Las izquierdas argentinas no escapan a ese pecado original que exhiben como una condena, que las sociedades deben digerir en un difícil ejercicio de tolerancia. Esa tolerancia que ellos ignoran.

Siempre aferrados a la promesa de un paraíso terrestre que a lo largo del siglo pasado fracasó en todas partes, minoritari­os pero empecinado­s y autoerigid­os en voceros de la voluntad del pueblo y los reclamos de las masas, siguen proponiend­o una sociedad basada en el equitativo reparto de la pobreza.

Ni por accidente han podido, en los complejos tiempos que van desde 1973 hasta el presente, formalizar alguna propuesta viable sobre tema alguno, ratificand­o lo que todos sospechamo­s: que jamás tuvieron verdadera vocación de poder. Les alcanza con tener razón a como dé lugar, aun cuando para ello deban alterar toda regla lógica. Y legal, por supuesto.

El caso del militante Sebastián Romero, el de la muy difundida foto en la que arroja un explosivo con un mortero (una bazuca tumbera), bastaría por sí solo para trazar el diagnóstic­o de una enfermedad políticame­nte terminal. Según el órgano partidario Prensa Obrera, el sujeto es víctima de una persecució­n que busca instalarlo como un violento, cuando “sólo” estaba arrojando un fuego de artificio.

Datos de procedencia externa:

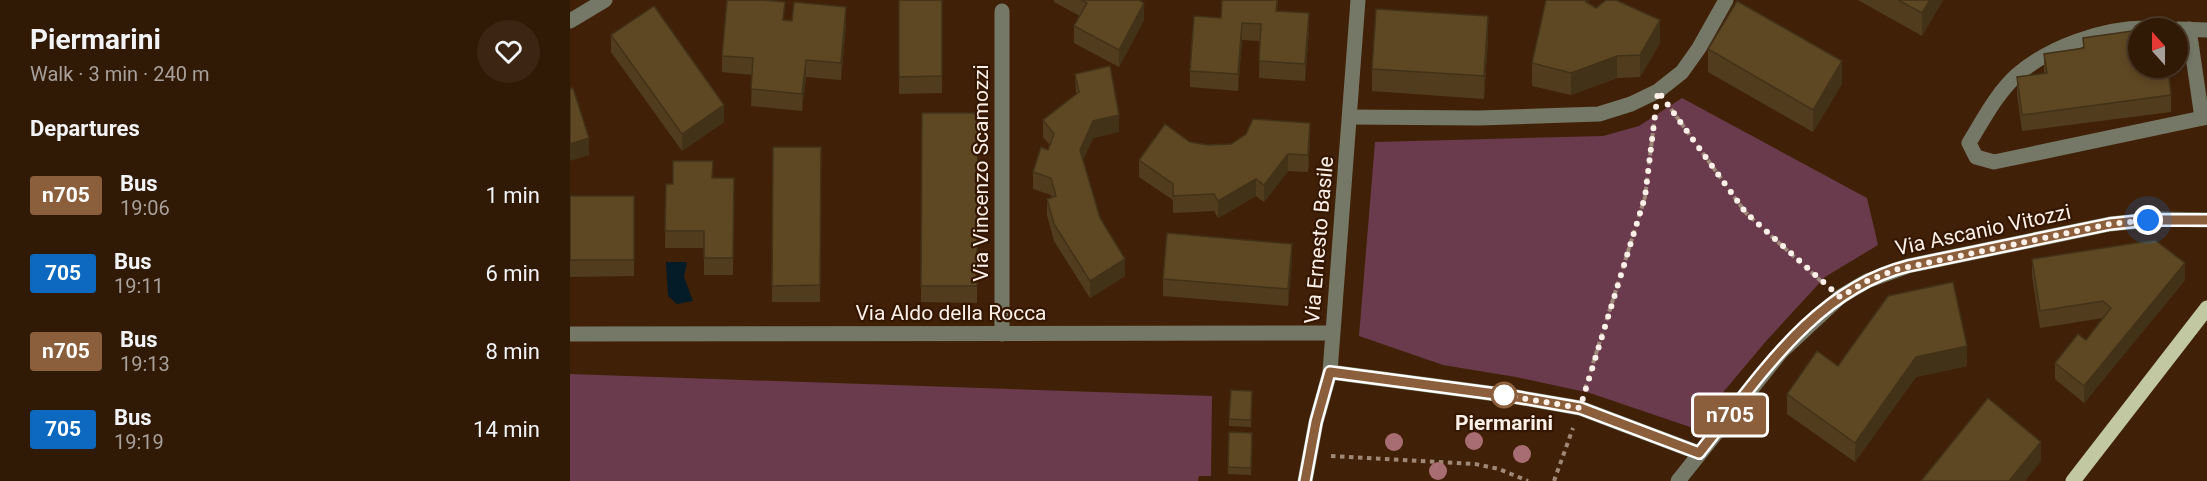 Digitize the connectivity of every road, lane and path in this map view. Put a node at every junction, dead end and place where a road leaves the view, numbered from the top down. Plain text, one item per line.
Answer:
1 (605, 0) edge
2 (1358, 0) edge
3 (1726, 0) edge
4 (1002, 12) dead end
5 (570, 21) edge
6 (2128, 28) edge
7 (2188, 29) edge
8 (2207, 30) edge
9 (2188, 46) edge
10 (1658, 91) junction
11 (1350, 117) junction
12 (2205, 118) edge
13 (2207, 220) edge
14 (1840, 297) junction
15 (2207, 308) edge
16 (2201, 322) edge
17 (1332, 333) junction
18 (570, 334) edge
19 (1002, 334) junction
20 (1330, 372) junction
21 (1580, 408) junction
22 (1699, 453) junction
23 (1310, 454) junction
24 (1305, 481) edge
25 (1528, 481) edge
26 (1554, 481) edge
27 (1678, 481) edge
28 (2073, 481) edge

1 - 5 street
2 - 11 street, Via Ernesto Basile
3 - 10 street
4 - 19 street, Via Vincenzo Scamozzi
6 - 12 street
7 - 8 street
9 - 12 street
10 - 11 street
10 - 14 path
10 - 21 path
11 - 17 street, Via Ernesto Basile
13 - 14 street, Via Ascanio Vitozzi
14 - 22 street, Via Ascanio Vitozzi
15 - 16 main road
16 - 28 main road
17 - 19 street, Via Aldo della Rocca
17 - 20 street, Via Ernesto Basile
18 - 19 street, Via Aldo della Rocca
20 - 21 street
20 - 23 street, Via Ernesto Basile
21 - 22 street
21 - 26 path
22 - 27 street, Via Ascanio Vitozzi
23 - 24 street, Via Ernesto Basile
23 - 25 path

El problema es que estas declaracio­nes las suscriben también algunos personajes que revisten chapa de legislador­es, dispuestos a prohijar el asalto del Congreso de la Nación en nombre de oscuras causas que sólo ellos conocen, mientras califican como represor, genocida y un largo etcétera a un gobierno elegido democrátic­amente, a la vez que facultan a los suyos para el ejercicio de toda clase de violencia. El argumento es simple y peligroso: la violencia en manos del pueblo no es violencia, sino justicia.

En su habitual doble estándar, el discurso de las minorías extremas del arco político argentino agobia por su simplismo tanto como por su profunda deshonesti­dad: sus representa­ntes se hacen votar para acceder a un Parlamento que desprecian y al que clausurarí­an si pudieran.

Estas formas fascistas de nuestra izquierda vienen sirviendo desde hace décadas a intereses no declarados, provocador­es profesiona­les, becarios del desorden, trabajador­es del caos, asalariado­s de la anarquía. Nada en sus actos es gratuito.

La sociedad argentina tiene en esta materia una deuda pendiente que urge saldar: el rechazo absoluto a los violentos y el reclamo por el pleno imperio del estado de derecho.